Godard reveals the secret of cinema -- via a smartphone

Cannes (France) (AFP) –


Having explored every other known taboo, the Cannes film festival has finally got religion.

A documentary about Pope Francis -- who comes across as a living saint in Wim Wenders "A Man of His Word" -- will premiere Sunday just after "God's Goalkeeper" Keylor Navas screens the story of how his Christian faith helped him become Real Madrid's goalkeeper.

But on Saturday the god of cinema appeared at the festival over a shaky FaceTime link-up from his Swiss alpine eyrie.

Jean-Luc Godard is a living god to his followers, having rewritten the rules of cinema with French New Wave films like "Breathless".

Via the smudged screen of an iPhone held aloft by a minion, he revealed the holy grail Hollywood moguls have lost fortunes trying to find -- how to make a great film.

"X + 3 = 1, that's it," he told a press conference packed full of devotees.

"That's the key to cinema. But you mustn't forget the lock," he added gnomically.

- 'Incomprehensible' -

The world's most media savvy recluse was appearing by smartphone to promote -- in the very broadest possible sense of the term -- his new film, "The Image Book", in which he answers the big questions of our times.

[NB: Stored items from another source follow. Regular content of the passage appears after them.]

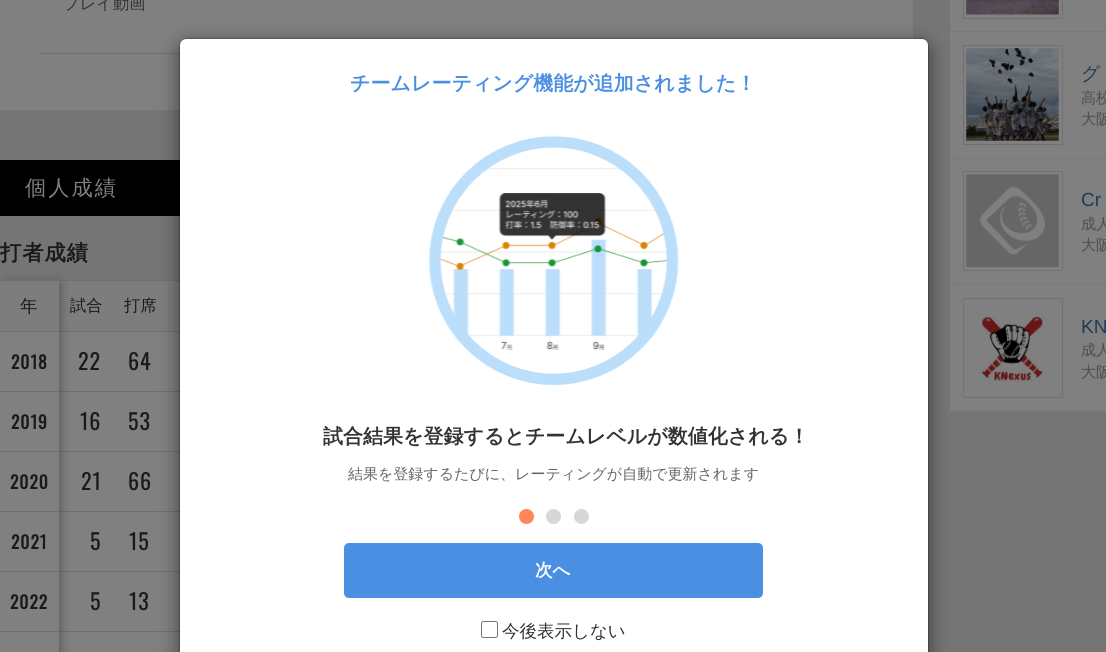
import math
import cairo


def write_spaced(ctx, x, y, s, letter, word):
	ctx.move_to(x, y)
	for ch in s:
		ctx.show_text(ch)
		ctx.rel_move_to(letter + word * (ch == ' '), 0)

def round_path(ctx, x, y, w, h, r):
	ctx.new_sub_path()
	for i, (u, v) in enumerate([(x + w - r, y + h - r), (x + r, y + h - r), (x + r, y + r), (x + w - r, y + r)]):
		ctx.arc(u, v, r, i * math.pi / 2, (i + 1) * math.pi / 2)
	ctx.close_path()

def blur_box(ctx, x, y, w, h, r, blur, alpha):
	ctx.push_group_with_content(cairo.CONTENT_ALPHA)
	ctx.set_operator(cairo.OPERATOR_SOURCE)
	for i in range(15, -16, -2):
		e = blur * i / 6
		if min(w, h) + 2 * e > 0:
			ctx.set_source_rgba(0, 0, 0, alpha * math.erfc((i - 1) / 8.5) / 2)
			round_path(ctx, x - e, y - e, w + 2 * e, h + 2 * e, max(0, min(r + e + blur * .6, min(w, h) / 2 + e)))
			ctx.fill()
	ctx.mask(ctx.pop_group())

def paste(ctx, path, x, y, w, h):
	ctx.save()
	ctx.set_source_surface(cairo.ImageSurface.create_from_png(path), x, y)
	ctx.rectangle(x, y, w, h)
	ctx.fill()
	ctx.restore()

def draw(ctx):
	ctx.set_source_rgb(0.459, 0.459, 0.459)
	ctx.paint()
	ctx.set_source_rgb(0.502, 0.502, 0.502)
	ctx.rectangle(0, 0, 913, 110)
	ctx.fill()
	ctx.set_source_rgb(0.443, 0.443, 0.443)
	ctx.rectangle(38, 53, 142, 1)
	ctx.fill()
	ctx.select_font_face('WenQuanYi Zen Hei Medium')
	ctx.set_font_size(16.25)
	ctx.set_source_rgb(0.2, 0.2, 0.2)
	ctx.move_to(63, 9)
	ctx.show_text('プレイ動画')
	ctx.set_source_rgb(0, 0, 0)
	ctx.rectangle(0, 160, 180, 56)
	ctx.fill()
	ctx.set_font_size(21.25)
	ctx.set_source_rgb(0.502, 0.502, 0.502)
	write_spaced(ctx, 25, 195, '個人成績', 2, 0)
	ctx.select_font_face('WenQuanYi Zen Hei', cairo.FONT_SLANT_NORMAL, cairo.FONT_WEIGHT_BOLD)
	ctx.set_source_rgb(0.102, 0.102, 0.102)
	write_spaced(ctx, 0, 260, '打者成績', 1, 0)
	ctx.set_source_rgb(0.502, 0.502, 0.502)
	ctx.rectangle(59, 332, 121, 320)
	ctx.fill()
	ctx.set_source_rgb(0.49, 0.49, 0.49)
	ctx.rectangle(59, 281, 121, 50)
	ctx.fill()
	ctx.set_source_rgb(0.435, 0.435, 0.435)
	ctx.rectangle(59, 280, 121, 1)
	ctx.rectangle(59, 331, 121, 1)
	ctx.rectangle(59, 391, 121, 1)
	ctx.rectangle(59, 451, 121, 1)
	ctx.rectangle(59, 511, 121, 1)
	ctx.rectangle(59, 571, 121, 1)
	ctx.rectangle(59, 631, 121, 1)
	ctx.fill()
	ctx.set_source_rgb(0.302, 0.302, 0.302)
	blur_box(ctx, 8, 284, 51, 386, 0, 6, 1)
	ctx.set_source_rgb(0.502, 0.502, 0.502)
	ctx.rectangle(0, 332, 59, 320)
	ctx.fill()
	ctx.set_source_rgb(0.49, 0.49, 0.49)
	ctx.rectangle(0, 281, 59, 50)
	ctx.fill()
	ctx.set_source_rgb(0.435, 0.435, 0.435)
	ctx.rectangle(0, 280, 59, 1)
	ctx.rectangle(0, 331, 59, 1)
	ctx.fill()
	ctx.select_font_face('WenQuanYi Zen Hei Medium')
	ctx.set_font_size(17.5)
	ctx.set_source_rgb(0.102, 0.102, 0.102)
	ctx.move_to(20, 312)
	ctx.show_text('年')
	ctx.select_font_face('Oswald', cairo.FONT_SLANT_NORMAL, cairo.FONT_WEIGHT_BOLD)
	write_spaced(ctx, 11, 369, '2018', 1, 0)
	ctx.set_source_rgb(0.435, 0.435, 0.435)
	ctx.rectangle(0, 391, 59, 1)
	ctx.fill()
	ctx.set_source_rgb(0.102, 0.102, 0.102)
	write_spaced(ctx, 11, 429, '2019', 1, 0)
	ctx.set_source_rgb(0.435, 0.435, 0.435)
	ctx.rectangle(0, 451, 59, 1)
	ctx.fill()
	ctx.set_source_rgb(0.102, 0.102, 0.102)
	write_spaced(ctx, 10, 489, '2020', 1, 0)
	ctx.set_source_rgb(0.435, 0.435, 0.435)
	ctx.rectangle(0, 511, 59, 1)
	ctx.fill()
	ctx.set_source_rgb(0.102, 0.102, 0.102)
	write_spaced(ctx, 11, 549, '2021', 1, 0)
	ctx.set_source_rgb(0.435, 0.435, 0.435)
	ctx.rectangle(0, 571, 59, 1)
	ctx.fill()
	ctx.set_source_rgb(0.102, 0.102, 0.102)
	write_spaced(ctx, 10, 609, '2022', 1, 0)
	ctx.set_source_rgb(0.435, 0.435, 0.435)
	ctx.rectangle(0, 631, 59, 1)
	ctx.fill()
	ctx.select_font_face('WenQuanYi Zen Hei Medium')
	ctx.set_font_size(16.25)
	ctx.set_source_rgb(0.102, 0.102, 0.102)
	ctx.move_to(70, 311)
	ctx.show_text('試合')
	ctx.move_to(124, 311)
	ctx.show_text('打席')
	ctx.select_font_face('Oswald')
	ctx.set_font_size(22)
	for x, y, s in [
		(78, 370, '22'),
		(128, 370, '64'),
		(80, 430, '16'),
		(128, 430, '53'),
		(81, 490, '21'),
		(128, 490, '66'),
		(90, 550, '5'),
		(129, 550, '15'),
		(90, 610, '5'),
		(129, 610, '13'),
	]:
		write_spaced(ctx, x, y, s, 1, 0)
	ctx.set_source_rgb(0.502, 0.502, 0.502)
	ctx.rectangle(950, 0, 156, 158)
	ctx.fill()
	ctx.set_source_rgb(0.475, 0.475, 0.475)
	ctx.rectangle(950, 31, 156, 1)
	ctx.rectangle(950, 158, 156, 1)
	ctx.fill()
	ctx.set_source_rgb(0.502, 0.502, 0.502)
	ctx.rectangle(950, 159, 156, 125)
	ctx.fill()
	ctx.set_source_rgb(0.475, 0.475, 0.475)
	ctx.rectangle(950, 284, 156, 1)
	ctx.fill()
	ctx.set_source_rgb(0.502, 0.502, 0.502)
	ctx.rectangle(950, 285, 156, 125)
	ctx.fill()
	ctx.set_source_rgb(0.475, 0.475, 0.475)
	ctx.rectangle(950, 410, 156, 1)
	ctx.fill()
	ctx.set_source_rgb(0, 0, 0)
	blur_box(ctx, 179, 44, 750, 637, 8, 9.5, 0.5)
	ctx.set_source_rgb(1, 1, 1)
	ctx.new_path()
	ctx.move_to(186, 39)
	ctx.line_to(922, 39)
	ctx.curve_to(925.5, 39, 928, 41.5, 928, 45)
	ctx.line_to(928, 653)
	ctx.line_to(180, 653)
	ctx.line_to(180, 45)
	ctx.curve_to(180, 41.5, 182.5, 39, 186, 39)
	ctx.close_path()
	ctx.fill()
	round_path(ctx, 179.5, 38.5, 749, 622, 7.5)
	ctx.set_source_rgba(0, 0, 0, 0.2)
	ctx.set_line_width(1)
	ctx.stroke()
	ctx.select_font_face('WenQuanYi Zen Hei', cairo.FONT_SLANT_NORMAL, cairo.FONT_WEIGHT_BOLD)
	ctx.set_font_size(20)
	ctx.set_source_rgb(0.29, 0.565, 0.886)
	ctx.move_to(350, 90)
	ctx.show_text('チームレーティング機能が追加されました！')
	paste(ctx, 'media/1.png', 428, 136, 251, 249)
	ctx.set_source_rgb(0.2, 0.2, 0.2)
	ctx.move_to(323, 443)
	ctx.show_text('試合結果を登録するとチームレベルが数値化される！')
	ctx.select_font_face('WenQuanYi Zen Hei Medium')
	ctx.set_font_size(15)
	ctx.set_source_rgb(0.4, 0.4, 0.4)
	ctx.move_to(348, 479)
	ctx.show_text('結果を登録するたびに、レーティングが自動で更新されます')
	ctx.set_source_rgb(0.992, 0.525, 0.357)
	ctx.new_path()
	ctx.arc(526.5, 516.5, 7.5, 0, 2 * math.pi)
	ctx.fill()
	ctx.set_source_rgb(0.847, 0.839, 0.839)
	ctx.arc(553.5, 516.5, 7.5, 0, 2 * math.pi)
	ctx.fill()
	ctx.arc(581.5, 516.5, 7.5, 0, 2 * math.pi)
	ctx.fill()
	ctx.set_source_rgb(0.29, 0.565, 0.886)
	round_path(ctx, 344, 543, 419, 55, 5)
	ctx.fill()
	ctx.select_font_face('WenQuanYi Zen Hei', cairo.FONT_SLANT_NORMAL, cairo.FONT_WEIGHT_BOLD)
	ctx.set_font_size(17.5)
	ctx.set_source_rgb(1, 1, 1)
	ctx.move_to(535, 576)
	ctx.show_text('次へ')
	round_path(ctx, 481.5, 621.5, 16, 16, 2)
	ctx.set_source_rgb(0.463, 0.463, 0.463)
	ctx.stroke()
	ctx.select_font_face('WenQuanYi Zen Hei Medium')
	ctx.set_source_rgb(0.2, 0.2, 0.2)
	ctx.move_to(502, 637)
	ctx.show_text('今後表示しない')
	ctx.rectangle(963.5, -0.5, 99, 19)
	ctx.set_source_rgb(0.443, 0.443, 0.443)
	ctx.stroke()
	paste(ctx, 'media/2.png', 966, 0, 93, 15)
	ctx.rectangle(963.5, 45.5, 99, 99)
	ctx.stroke()
	paste(ctx, 'media/3.png', 966, 48, 93, 93)
	ctx.set_font_size(19)
	ctx.set_source_rgb(0.102, 0.239, 0.361)
	ctx.move_to(1081, 80)
	ctx.show_text('グ')
	ctx.set_font_size(15)
	ctx.set_source_rgb(0.302, 0.302, 0.302)
	ctx.move_to(1081, 103)
	ctx.show_text('高校')
	ctx.move_to(1081, 124)
	ctx.show_text('大阪')
	ctx.rectangle(963.5, 171.5, 99, 99)
	ctx.set_source_rgb(0.443, 0.443, 0.443)
	ctx.stroke()
	paste(ctx, 'media/4.png', 966, 174, 93, 93)
	ctx.select_font_face('Liberation Sans')
	ctx.set_font_size(19)
	ctx.set_source_rgb(0.102, 0.239, 0.361)
	ctx.move_to(1081, 206)
	ctx.show_text('Cr')
	ctx.select_font_face('WenQuanYi Zen Hei Medium')
	ctx.set_font_size(15)
	ctx.set_source_rgb(0.302, 0.302, 0.302)
	ctx.move_to(1081, 229)
	ctx.show_text('成人')
	ctx.move_to(1081, 250)
	ctx.show_text('大阪')
	ctx.rectangle(963.5, 298.5, 99, 99)
	ctx.set_source_rgb(0.443, 0.443, 0.443)
	ctx.stroke()
	paste(ctx, 'media/5.png', 981, 316, 64, 66)
	ctx.select_font_face('Liberation Sans')
	ctx.set_font_size(19)
	ctx.set_source_rgb(0.102, 0.239, 0.361)
	ctx.move_to(1081, 333)
	ctx.show_text('KN')
	ctx.select_font_face('WenQuanYi Zen Hei Medium')
	ctx.set_font_size(15)
	ctx.set_source_rgb(0.302, 0.302, 0.302)
	ctx.move_to(1081, 355)
	ctx.show_text('成人')
	ctx.move_to(1081, 377)
	ctx.show_text('大阪')


surface = cairo.ImageSurface(cairo.FORMAT_RGB24, 1106, 652)
ctx = cairo.Context(surface)
options = cairo.FontOptions()
options.set_hint_metrics(cairo.HINT_METRICS_OFF)
options.set_hint_style(cairo.HINT_STYLE_NONE)
ctx.set_font_options(options)
ctx.set_miter_limit(4)
draw(ctx)
surface.write_to_png('image.png')
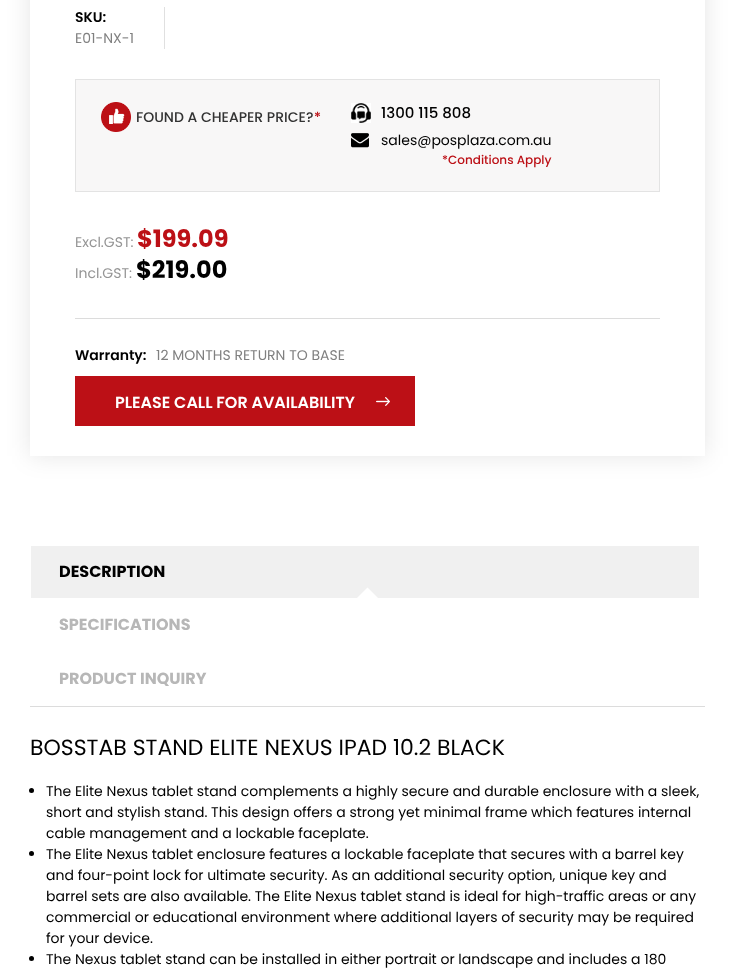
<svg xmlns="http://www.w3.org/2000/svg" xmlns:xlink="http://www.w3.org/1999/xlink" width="735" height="976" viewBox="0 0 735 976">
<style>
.cls-1{font:600 14px Poppins;fill:#000000}
.cls-2{font:14px Poppins;fill:#808080}
.cls-3{font:500 14px Poppins;fill:#333333}
.cls-4{font:500 14px Poppins;fill:#bc1016}
.cls-5{font:500 15px Poppins;fill:#000000}
.cls-6{font:14px Poppins;fill:#000000}
.cls-7{font:500 12px Poppins;fill:#bc1016}
.cls-8{font:14px Poppins;fill:#959595}
.cls-9{font:bold 24px Poppins;fill:#bc1016}
.cls-10{font:bold 24px Poppins;fill:#000000}
.cls-11{font:600 16px Poppins;fill:#ffffff}
.cls-12{font:bold 16px Poppins;fill:#000000}
.cls-13{font:bold 16px Poppins;fill:#b7b7b7}
.cls-14{font:22px Poppins;fill:#000000}
</style>
<defs>
<clipPath id="clip1"><path d="M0 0H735V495H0ZM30-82H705V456H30Z" clip-rule="evenodd"/></clipPath>
</defs>
<rect width="100%" height="100%" fill="#ffffff"/>
<g clip-path="url(#clip1)">
<rect fill="#000000" fill-opacity="0.1" filter="blur(12.5px)" x="30" y="-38" width="675" height="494"/>
</g>
<rect fill="#e0e0e0" x="164" y="7" width="1" height="42"/>
<rect fill="#f8f7f7" stroke="#e3e3e3" x="75.5" y="79.5" width="584" height="112"/>
<image xlink:href="image0.png" x="101" y="102" width="30" height="30"/>
<image xlink:href="image1.png" x="351" y="103" width="20" height="20"/>
<image xlink:href="image2.png" x="351" y="133" width="18" height="15"/>
<rect fill="#dcdcdc" x="75" y="318" width="585" height="1"/>
<rect fill="#bc1016" x="75" y="376" width="340" height="50"/>
<image xlink:href="image3.png" x="376" y="397" width="14" height="9"/>
<rect fill="#dcdcdc" x="30" y="706" width="675" height="1"/>
<rect fill="#f0f0f0" x="31" y="546" width="668" height="52"/>
<path fill="#ffffff" d="M367.5 587.5L380 600L367.5 613L355 600Z"/>
<circle fill="#000000" cx="31.5" cy="790.5" r="2.5"/>
<circle fill="#000000" cx="31.5" cy="853.5" r="2.5"/>
<circle fill="#000000" cx="31.5" cy="958.5" r="2.5"/>
<text class="cls-1" x="75" y="22">SKU:</text>
<text class="cls-2" x="75" y="43">E01-NX-1</text>
<text class="cls-3" x="136" y="122">FOUND A CHEAPER PRICE?</text>
<text class="cls-4" x="314" y="122">*</text>
<text class="cls-5" x="381" y="118">1300 115 808</text>
<text class="cls-6" x="381" y="145">sales@posplaza.com.au</text>
<text class="cls-7" x="442" y="164">*Conditions Apply</text>
<text class="cls-8" x="75" y="247">Excl.GST:</text>
<text class="cls-9" x="137" y="247">$199.09</text>
<text class="cls-8" x="75" y="278">Incl.GST:</text>
<text class="cls-10" x="136" y="278">$219.00</text>
<text class="cls-1" x="75" y="360">Warranty:</text>
<text class="cls-2" x="156" y="360">12 MONTHS RETURN TO BASE</text>
<text class="cls-11" x="115" y="408">PLEASE CALL FOR AVAILABILITY</text>
<text class="cls-12" x="59" y="577">DESCRIPTION</text>
<text class="cls-13" x="59" y="630">SPECIFICATIONS</text>
<text class="cls-13" x="59" y="684">PRODUCT INQUIRY</text>
<text class="cls-14" x="30" y="755">BOSSTAB STAND ELITE NEXUS IPAD 10.2 BLACK</text>
<text class="cls-6"><tspan x="46" y="796">The Elite Nexus tablet stand complements a highly secure and durable enclosure with a sleek,</tspan><tspan x="46" y="817">short and stylish stand. This design offers a strong yet minimal frame which features internal</tspan><tspan x="46" y="838">cable management and a lockable faceplate.</tspan><tspan x="46" y="859">The Elite Nexus tablet enclosure features a lockable faceplate that secures with a barrel key</tspan><tspan x="46" y="880">and four-point lock for ultimate security. As an additional security option, unique key and</tspan><tspan x="46" y="901">barrel sets are also available. The Elite Nexus tablet stand is ideal for high-traffic areas or any</tspan><tspan x="46" y="922">commercial or educational environment where additional layers of security may be required</tspan><tspan x="46" y="943">for your device.</tspan><tspan x="46" y="964">The Nexus tablet stand can be installed in either portrait or landscape and includes a 180</tspan></text>
</svg>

Knowing that his absence would generate far more headlines, the 87-year-old stayed at home in Switzerland for the premiere, snubbing Cannes for a fourth time in a row while the media debated whether he would turn up.

New Godard films are still greeted with the reverence of divine revelation even as some complain that they have grown more incomprehensible and unwatchable by the year.

"The Image Book" was no exception, with New York Times critic Matthew Anderson calling it an "incomprehensible mash-up of poor pictures and choppy sound".

But The Guardian and the equally influential Variety were believers, with the latter declaring him a prophet.

"Our world has finally caught up with Jean-Luc Godard's doom-laden dream of it," declared critic Owen Gleiberman.

Godard was as modestly ominscient as one could be in the circumstances, with journalists queued in front of an iPhone to ask their questions like supplicants before an Orthodox icon.

With his glasses perched on the end of his nose, and puffing occasionally on a cigar, he ranged over the big questions of our time -- war, migration, the survival of the planet and the state of his legs (not great).

Greeted by a volley of applause, he joked dryly: "That sounded like a machine gun."

But his talk of the demographic timebomb facing Europe quickly stilled the room.

"People have stopped having children while in Africa they are having more and more," Godard said.

"It is because there is more love in Africa," he added, breaking the awkward silence.

"I don't think they understood," he continued, a phrase that sums up the reaction to many of his later films.

Age, however, has not withered Godard's gift for controversy, accusing "actors of contributing to the totalitarianism of the image".